Here is what he and his party- the New Patriotic Party- did, according to Africa Confidential:
“Party insiders say the NPP started its fightback after its defeat in the 2012 elections when it fought an eight-month campaign in the courts to overturn President Mahama’s victory. That legal campaign gave the NPP’s top officials forensic knowledge of voting patterns across the country’s contested constituencies and laid the basis for its campaign for this year’s elections.
“The party’s starting point was that its ground game was hopelessly inadequate compared to that of the rival NDC. Although enthusiastic, NPP supporters were disorganised and local officials were slapdash in their recruitment of party workers. In contrast, the NDC had used the advantages of incumbency to the hilt, ensuring that most constituencies had some government projects to brag about and that generous subventions were paid to local party organisations.
“In response, Akufo-Addo and his allies rebuilt their party organisation with a membership drive. The first step was a much enlarged electorate for the party’s primary elections: that ensured that Akufo-Addo could claim support from the more than 100 000-strong electoral college of party members. Then he held out an olive branch to his nearest rival in the party’s presidential primaries, former Trade Minister Alan Kyerematen, whose base is in the populous Ashanti region, which has 47 parliamentary seats and over 2.8 million electors.
“The affable Kyerematen was duly recruited to accompany Akufo-Addo and his running mate, Mahamudu Bawumia from the Northern region, on most of their regional tours. That extended the campaign’s reach despite some bitter internal rows in some northern constituencies. Meanwhile, Campaign Director Peter Mac Manu, Akufo-Addo and his cousin, Ken Ofori-Atta, had recruited Joe Anokye, a Ghanaian information technology expert who had worked for the National Aeronautics and Space Administration in the United States for the past two decades. His brief was to set up a parallel reporting system to the Electoral Commission which would allow the party to check the accuracy of all published results against information on the ground.

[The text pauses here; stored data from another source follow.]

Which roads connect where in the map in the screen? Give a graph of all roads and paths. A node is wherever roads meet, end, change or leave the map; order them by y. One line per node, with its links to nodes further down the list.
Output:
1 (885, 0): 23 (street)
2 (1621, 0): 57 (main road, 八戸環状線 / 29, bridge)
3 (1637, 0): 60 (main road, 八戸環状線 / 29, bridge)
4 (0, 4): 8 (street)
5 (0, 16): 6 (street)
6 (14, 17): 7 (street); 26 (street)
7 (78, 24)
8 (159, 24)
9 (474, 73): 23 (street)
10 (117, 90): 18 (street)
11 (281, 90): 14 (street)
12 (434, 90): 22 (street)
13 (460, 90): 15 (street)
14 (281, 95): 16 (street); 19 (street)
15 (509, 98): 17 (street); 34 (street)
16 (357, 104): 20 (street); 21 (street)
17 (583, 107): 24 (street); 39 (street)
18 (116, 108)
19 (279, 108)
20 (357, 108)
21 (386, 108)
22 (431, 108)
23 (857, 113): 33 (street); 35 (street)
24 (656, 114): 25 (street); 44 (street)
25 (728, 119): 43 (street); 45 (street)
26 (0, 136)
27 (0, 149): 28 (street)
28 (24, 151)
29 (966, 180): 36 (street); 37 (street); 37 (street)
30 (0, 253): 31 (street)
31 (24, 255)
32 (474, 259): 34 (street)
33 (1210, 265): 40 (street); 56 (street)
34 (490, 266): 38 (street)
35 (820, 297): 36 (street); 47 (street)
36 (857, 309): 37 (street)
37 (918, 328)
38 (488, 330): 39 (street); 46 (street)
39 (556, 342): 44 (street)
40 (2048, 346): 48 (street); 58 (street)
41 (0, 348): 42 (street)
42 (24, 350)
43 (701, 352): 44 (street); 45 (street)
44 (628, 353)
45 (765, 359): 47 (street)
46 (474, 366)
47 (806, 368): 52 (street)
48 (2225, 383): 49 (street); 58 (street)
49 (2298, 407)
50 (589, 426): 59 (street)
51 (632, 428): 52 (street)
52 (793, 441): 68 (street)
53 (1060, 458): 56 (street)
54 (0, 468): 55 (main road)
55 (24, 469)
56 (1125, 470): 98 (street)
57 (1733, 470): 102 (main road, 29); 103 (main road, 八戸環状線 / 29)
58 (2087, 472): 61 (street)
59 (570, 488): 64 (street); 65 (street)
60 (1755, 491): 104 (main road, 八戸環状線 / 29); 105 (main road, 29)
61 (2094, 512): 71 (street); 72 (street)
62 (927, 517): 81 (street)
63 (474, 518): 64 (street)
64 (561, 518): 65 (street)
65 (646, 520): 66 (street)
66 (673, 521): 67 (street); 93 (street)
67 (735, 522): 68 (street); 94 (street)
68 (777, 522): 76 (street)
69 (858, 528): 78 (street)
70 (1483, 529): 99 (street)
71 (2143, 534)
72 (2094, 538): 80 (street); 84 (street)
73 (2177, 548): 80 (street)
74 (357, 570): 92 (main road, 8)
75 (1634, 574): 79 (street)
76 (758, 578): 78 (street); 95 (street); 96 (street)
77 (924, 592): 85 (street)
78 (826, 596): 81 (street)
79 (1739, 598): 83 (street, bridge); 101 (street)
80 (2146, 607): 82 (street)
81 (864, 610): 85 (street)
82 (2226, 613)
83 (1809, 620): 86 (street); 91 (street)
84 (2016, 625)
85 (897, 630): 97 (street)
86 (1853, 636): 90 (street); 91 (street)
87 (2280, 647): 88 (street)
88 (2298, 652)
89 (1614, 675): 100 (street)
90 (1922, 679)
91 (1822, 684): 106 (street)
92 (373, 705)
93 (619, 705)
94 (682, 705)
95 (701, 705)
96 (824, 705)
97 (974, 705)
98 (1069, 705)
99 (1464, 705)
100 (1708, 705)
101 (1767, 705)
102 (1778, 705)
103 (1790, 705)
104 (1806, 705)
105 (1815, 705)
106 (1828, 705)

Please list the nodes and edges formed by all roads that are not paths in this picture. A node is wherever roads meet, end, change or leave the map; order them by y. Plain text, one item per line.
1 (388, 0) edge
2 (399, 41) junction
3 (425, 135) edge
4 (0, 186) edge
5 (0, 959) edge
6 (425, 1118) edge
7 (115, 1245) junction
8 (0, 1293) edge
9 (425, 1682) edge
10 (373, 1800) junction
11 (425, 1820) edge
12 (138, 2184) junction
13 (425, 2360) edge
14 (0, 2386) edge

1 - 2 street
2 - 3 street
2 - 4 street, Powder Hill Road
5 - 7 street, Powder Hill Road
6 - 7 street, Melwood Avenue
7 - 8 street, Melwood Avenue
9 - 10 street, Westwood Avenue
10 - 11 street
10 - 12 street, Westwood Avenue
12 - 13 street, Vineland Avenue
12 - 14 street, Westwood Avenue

“Anokye built his system from the ground up, starting with the recruitment of at least two party agents for each of the 29,000 polling stations; in the most contested constituencies, the party hired three agents. The stipulation was that they must all be fully literate and numerate, fluent in English and at least one Ghanaian language. The party used crowd-funding techniques pioneered by the Barack Obama presidential campaign in the USA in 2008, such as ‘adopt a constituency’ in which contributors would be asked to give at least 500 cedis (US$122) to fund the party organisation in the most competitive constituencies.
“From their base, the agents reported the results from each polling station, which the Electoral Commission had to make public, to two data experts working for the party in each of the 275 constituencies. One NPP data expert worked in the party’s own constituency collation centre and one in the Electoral Commission’s own collation centre in each constituency.